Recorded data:

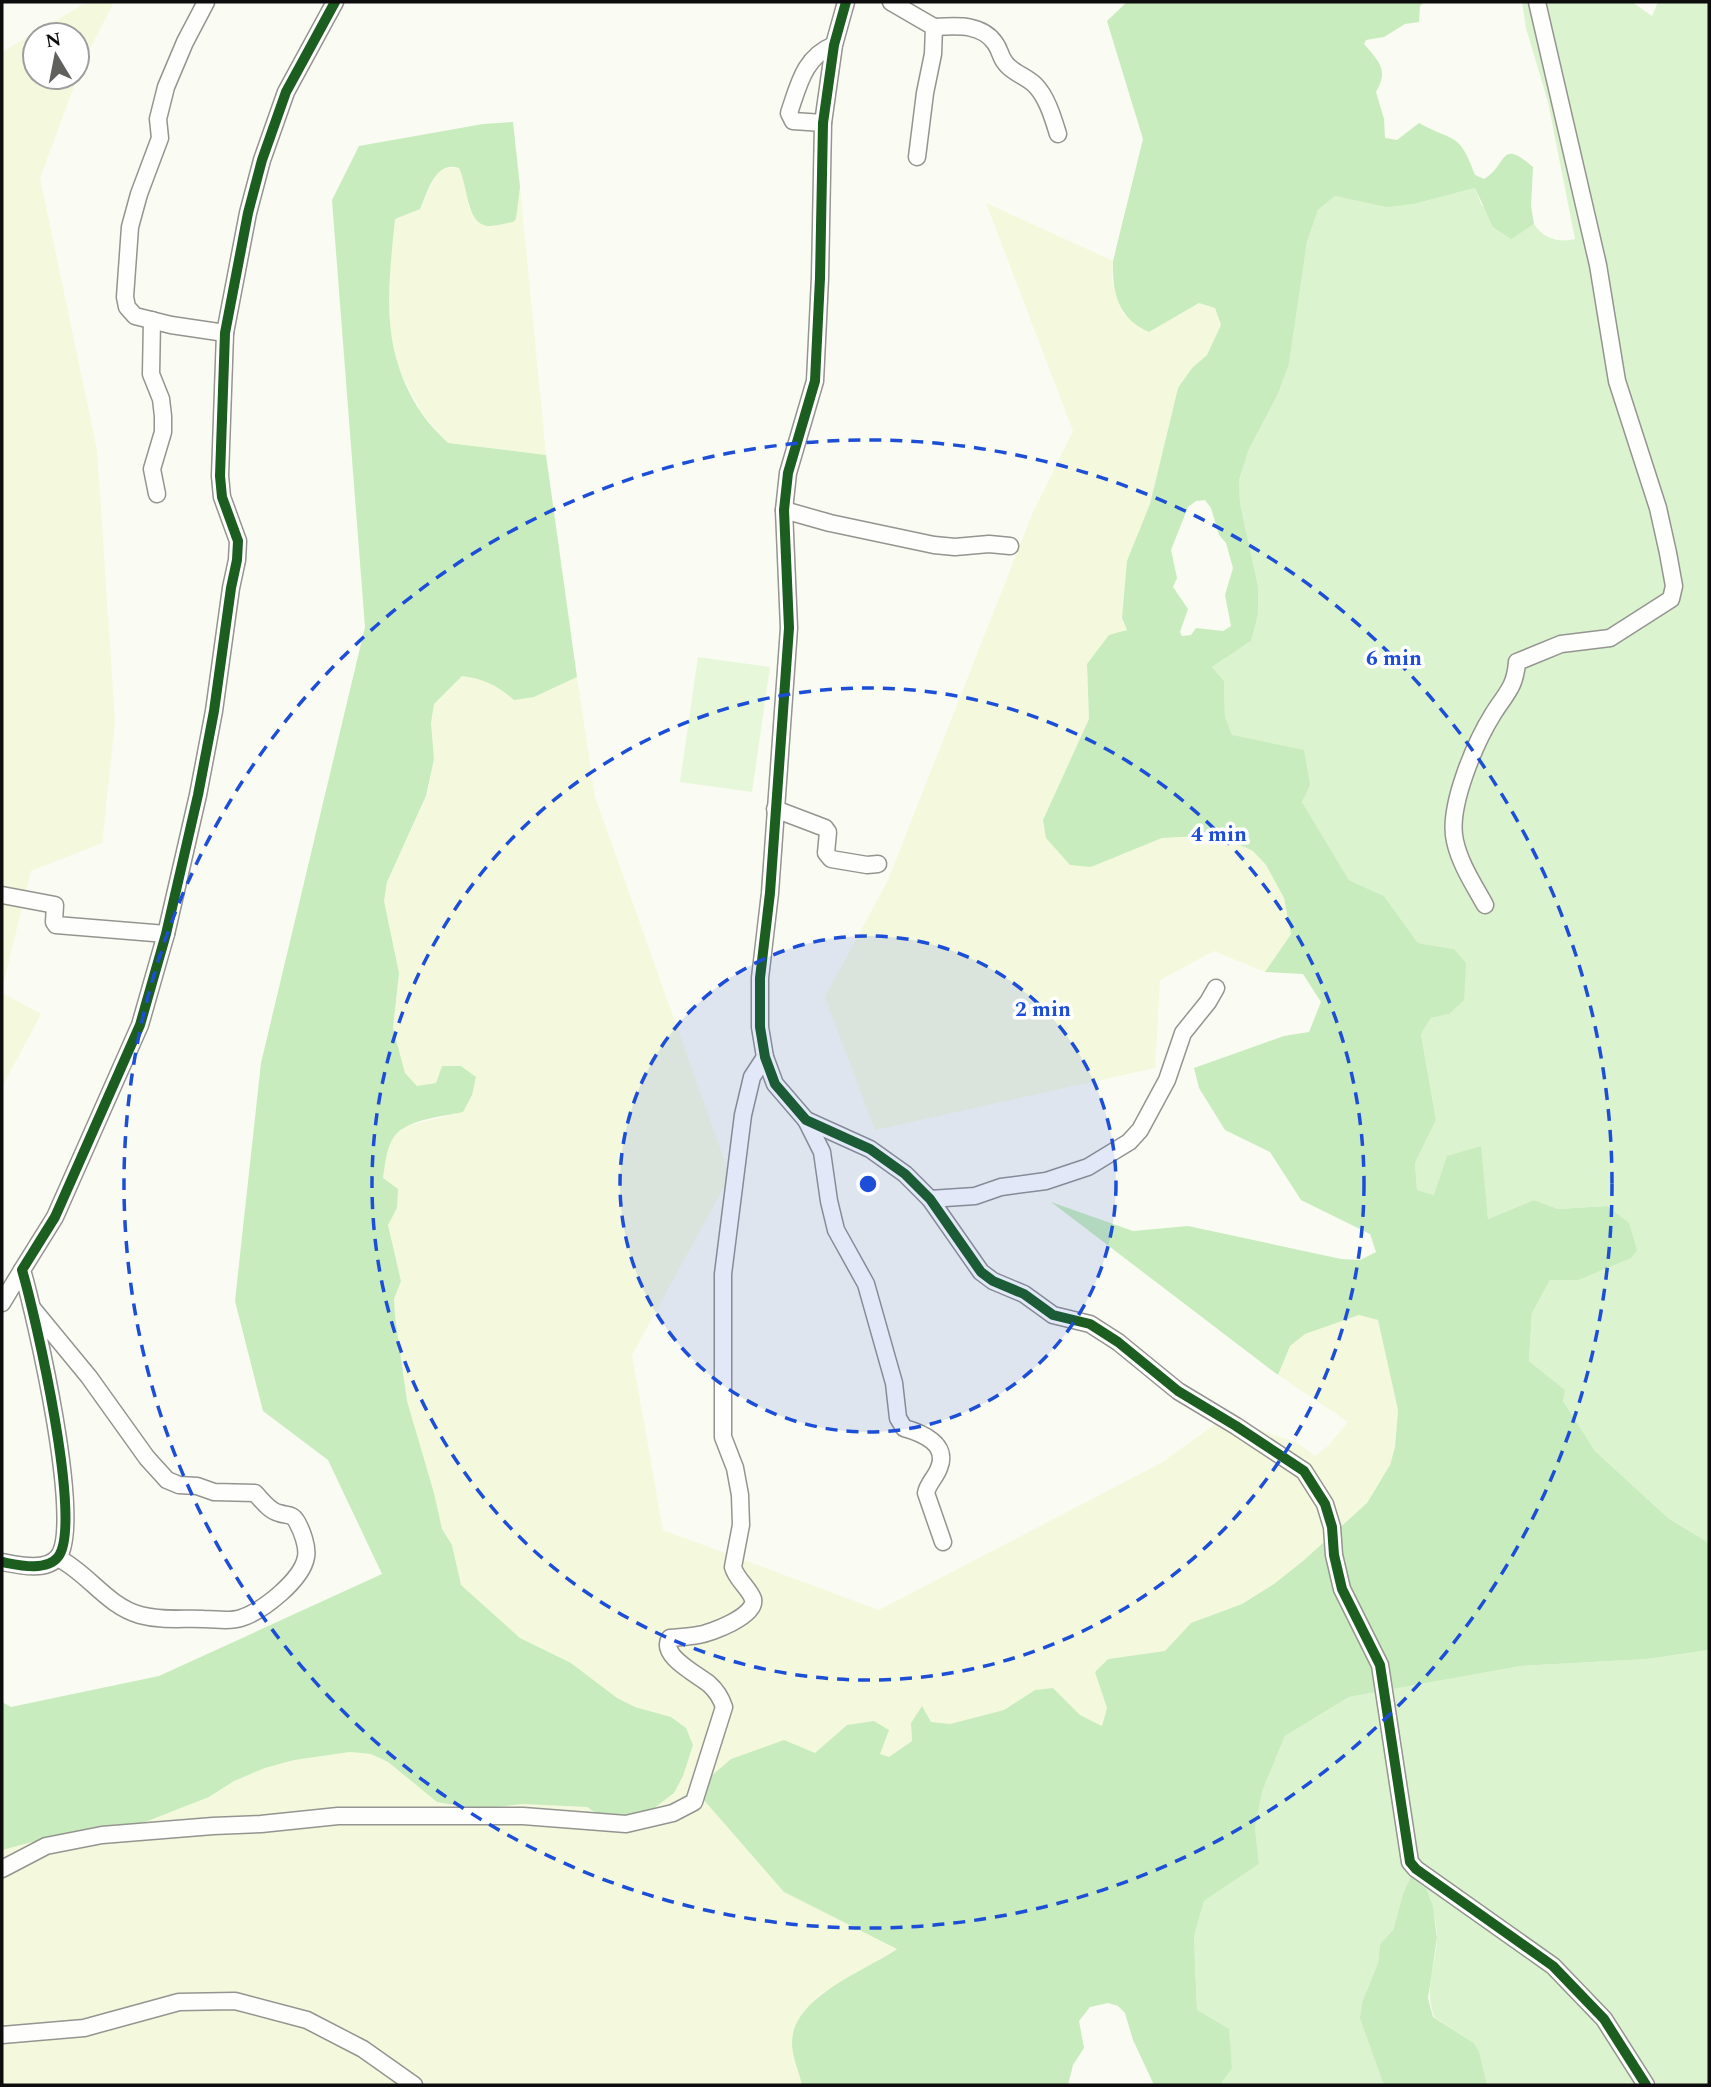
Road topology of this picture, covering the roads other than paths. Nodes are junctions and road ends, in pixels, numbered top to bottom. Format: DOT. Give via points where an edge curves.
graph roads {
  1 [pos="206,2"];
  2 [pos="335,2"];
  3 [pos="846,2"];
  4 [pos="891,2"];
  5 [pos="1537,2"];
  6 [pos="934,27"];
  7 [pos="834,45"];
  8 [pos="823,123"];
  9 [pos="1058,134"];
  10 [pos="917,157"];
  11 [pos="152,320"];
  12 [pos="226,333"];
  13 [pos="157,494"];
  14 [pos="784,510"];
  15 [pos="1010,546"];
  16 [pos="775,809"];
  17 [pos="878,864"];
  18 [pos="2,895"];
  19 [pos="1485,905"];
  20 [pos="166,934"];
  21 [pos="1216,988"];
  22 [pos="765,1057"];
  23 [pos="806,1120"];
  24 [pos="930,1199"];
  25 [pos="22,1270"];
  26 [pos="2,1303"];
  27 [pos="33,1309"];
  28 [pos="943,1542"];
  29 [pos="58,1558"];
  30 [pos="2,1562"];
  31 [pos="2,1869"];
  32 [pos="2,2035"];
  33 [pos="414,2085"];
  34 [pos="1646,2085"];
  1 -- 11 [label="street" via="166,87 160,138 131,227 127,307 135,316"];
  2 -- 12 [label="street" via="285,92 262,160 238,258"];
  3 -- 7 [label="street"];
  4 -- 6 [label="street"];
  5 -- 19 [label="street" via="1598,265 1617,381 1658,508 1674,586 1671,599 1611,638 1561,644 1517,662 1515,682 1471,758 1453,821 1458,852"];
  6 -- 9 [label="street" via="961,26 985,33 996,44 1001,59 1036,85"];
  6 -- 10 [label="street"];
  7 -- 8 [label="street"];
  7 -- 8 [label="street" via="820,51 808,65 789,113 793,121"];
  8 -- 14 [label="street" via="815,381 788,473"];
  11 -- 12 [label="street"];
  11 -- 13 [label="street" via="151,374 163,416 152,469"];
  12 -- 20 [label="street" via="220,475 222,497 238,541 237,560 208,747"];
  14 -- 15 [label="street" via="934,545"];
  14 -- 16 [label="street" via="789,628"];
  16 -- 17 [label="street" via="825,828 828,857"];
  16 -- 22 [label="street" via="760,978"];
  18 -- 20 [label="street" via="55,905 57,925"];
  20 -- 25 [label="street" via="141,1025 55,1217"];
  21 -- 24 [label="street" via="1183,1033 1167,1080 1129,1142 1088,1167 1046,1181 975,1196"];
  22 -- 23 [label="street" via="775,1084"];
  22 -- 31 [label="street" via="751,1077 743,1115 723,1274 723,1437 740,1495 741,1525 733,1567 753,1607 727,1625 668,1641 673,1656 710,1685 724,1707 694,1802 673,1813 626,1824 523,1816 338,1816 102,1835 46,1846"];
  23 -- 24 [label="street" via="870,1149"];
  23 -- 28 [label="street" via="821,1152 836,1230 869,1296 894,1383 898,1418 904,1428 933,1441 939,1453 940,1466 926,1493"];
  24 -- 34 [label="street" via="981,1272 993,1281 1024,1294 1053,1315 1090,1324 1178,1391 1304,1471 1325,1504 1342,1590 1380,1665 1410,1862 1553,1966 1604,2019"];
  25 -- 26 [label="street"];
  25 -- 27 [label="street"];
  27 -- 29 [label="street" via="65,1495 64,1544"];
  27 -- 29 [label="street" via="167,1480 214,1492 255,1493 273,1511 296,1520 306,1545 306,1558 289,1585 243,1618 227,1620 159,1619 137,1614"];
  29 -- 30 [label="street" via="43,1565"];
  32 -- 33 [label="street" via="84,2028 179,2002 235,2001 307,2020 363,2049"];
}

# TASK ITEM:
Each line of the data must be transcribed exactly; pictures are not carried over.

# YOUR SOLUTION:
Road topology of this picture, covering the roads other than paths. Nodes are junctions and road ends, in pixels, numbered top to bottom. Format: DOT. Give via points where an edge curves.
graph roads {
  1 [pos="206,2"];
  2 [pos="335,2"];
  3 [pos="846,2"];
  4 [pos="891,2"];
  5 [pos="1537,2"];
  6 [pos="934,27"];
  7 [pos="834,45"];
  8 [pos="823,123"];
  9 [pos="1058,134"];
  10 [pos="917,157"];
  11 [pos="152,320"];
  12 [pos="226,333"];
  13 [pos="157,494"];
  14 [pos="784,510"];
  15 [pos="1010,546"];
  16 [pos="775,809"];
  17 [pos="878,864"];
  18 [pos="2,895"];
  19 [pos="1485,905"];
  20 [pos="166,934"];
  21 [pos="1216,988"];
  22 [pos="765,1057"];
  23 [pos="806,1120"];
  24 [pos="930,1199"];
  25 [pos="22,1270"];
  26 [pos="2,1303"];
  27 [pos="33,1309"];
  28 [pos="943,1542"];
  29 [pos="58,1558"];
  30 [pos="2,1562"];
  31 [pos="2,1869"];
  32 [pos="2,2035"];
  33 [pos="414,2085"];
  34 [pos="1646,2085"];
  1 -- 11 [label="street" via="166,87 160,138 131,227 127,307 135,316"];
  2 -- 12 [label="street" via="285,92 262,160 238,258"];
  3 -- 7 [label="street"];
  4 -- 6 [label="street"];
  5 -- 19 [label="street" via="1598,265 1617,381 1658,508 1674,586 1671,599 1611,638 1561,644 1517,662 1515,682 1471,758 1453,821 1458,852"];
  6 -- 9 [label="street" via="961,26 985,33 996,44 1001,59 1036,85"];
  6 -- 10 [label="street"];
  7 -- 8 [label="street"];
  7 -- 8 [label="street" via="820,51 808,65 789,113 793,121"];
  8 -- 14 [label="street" via="815,381 788,473"];
  11 -- 12 [label="street"];
  11 -- 13 [label="street" via="151,374 163,416 152,469"];
  12 -- 20 [label="street" via="220,475 222,497 238,541 237,560 208,747"];
  14 -- 15 [label="street" via="934,545"];
  14 -- 16 [label="street" via="789,628"];
  16 -- 17 [label="street" via="825,828 828,857"];
  16 -- 22 [label="street" via="760,978"];
  18 -- 20 [label="street" via="55,905 57,925"];
  20 -- 25 [label="street" via="141,1025 55,1217"];
  21 -- 24 [label="street" via="1183,1033 1167,1080 1129,1142 1088,1167 1046,1181 975,1196"];
  22 -- 23 [label="street" via="775,1084"];
  22 -- 31 [label="street" via="751,1077 743,1115 723,1274 723,1437 740,1495 741,1525 733,1567 753,1607 727,1625 668,1641 673,1656 710,1685 724,1707 694,1802 673,1813 626,1824 523,1816 338,1816 102,1835 46,1846"];
  23 -- 24 [label="street" via="870,1149"];
  23 -- 28 [label="street" via="821,1152 836,1230 869,1296 894,1383 898,1418 904,1428 933,1441 939,1453 940,1466 926,1493"];
  24 -- 34 [label="street" via="981,1272 993,1281 1024,1294 1053,1315 1090,1324 1178,1391 1304,1471 1325,1504 1342,1590 1380,1665 1410,1862 1553,1966 1604,2019"];
  25 -- 26 [label="street"];
  25 -- 27 [label="street"];
  27 -- 29 [label="street" via="65,1495 64,1544"];
  27 -- 29 [label="street" via="167,1480 214,1492 255,1493 273,1511 296,1520 306,1545 306,1558 289,1585 243,1618 227,1620 159,1619 137,1614"];
  29 -- 30 [label="street" via="43,1565"];
  32 -- 33 [label="street" via="84,2028 179,2002 235,2001 307,2020 363,2049"];
}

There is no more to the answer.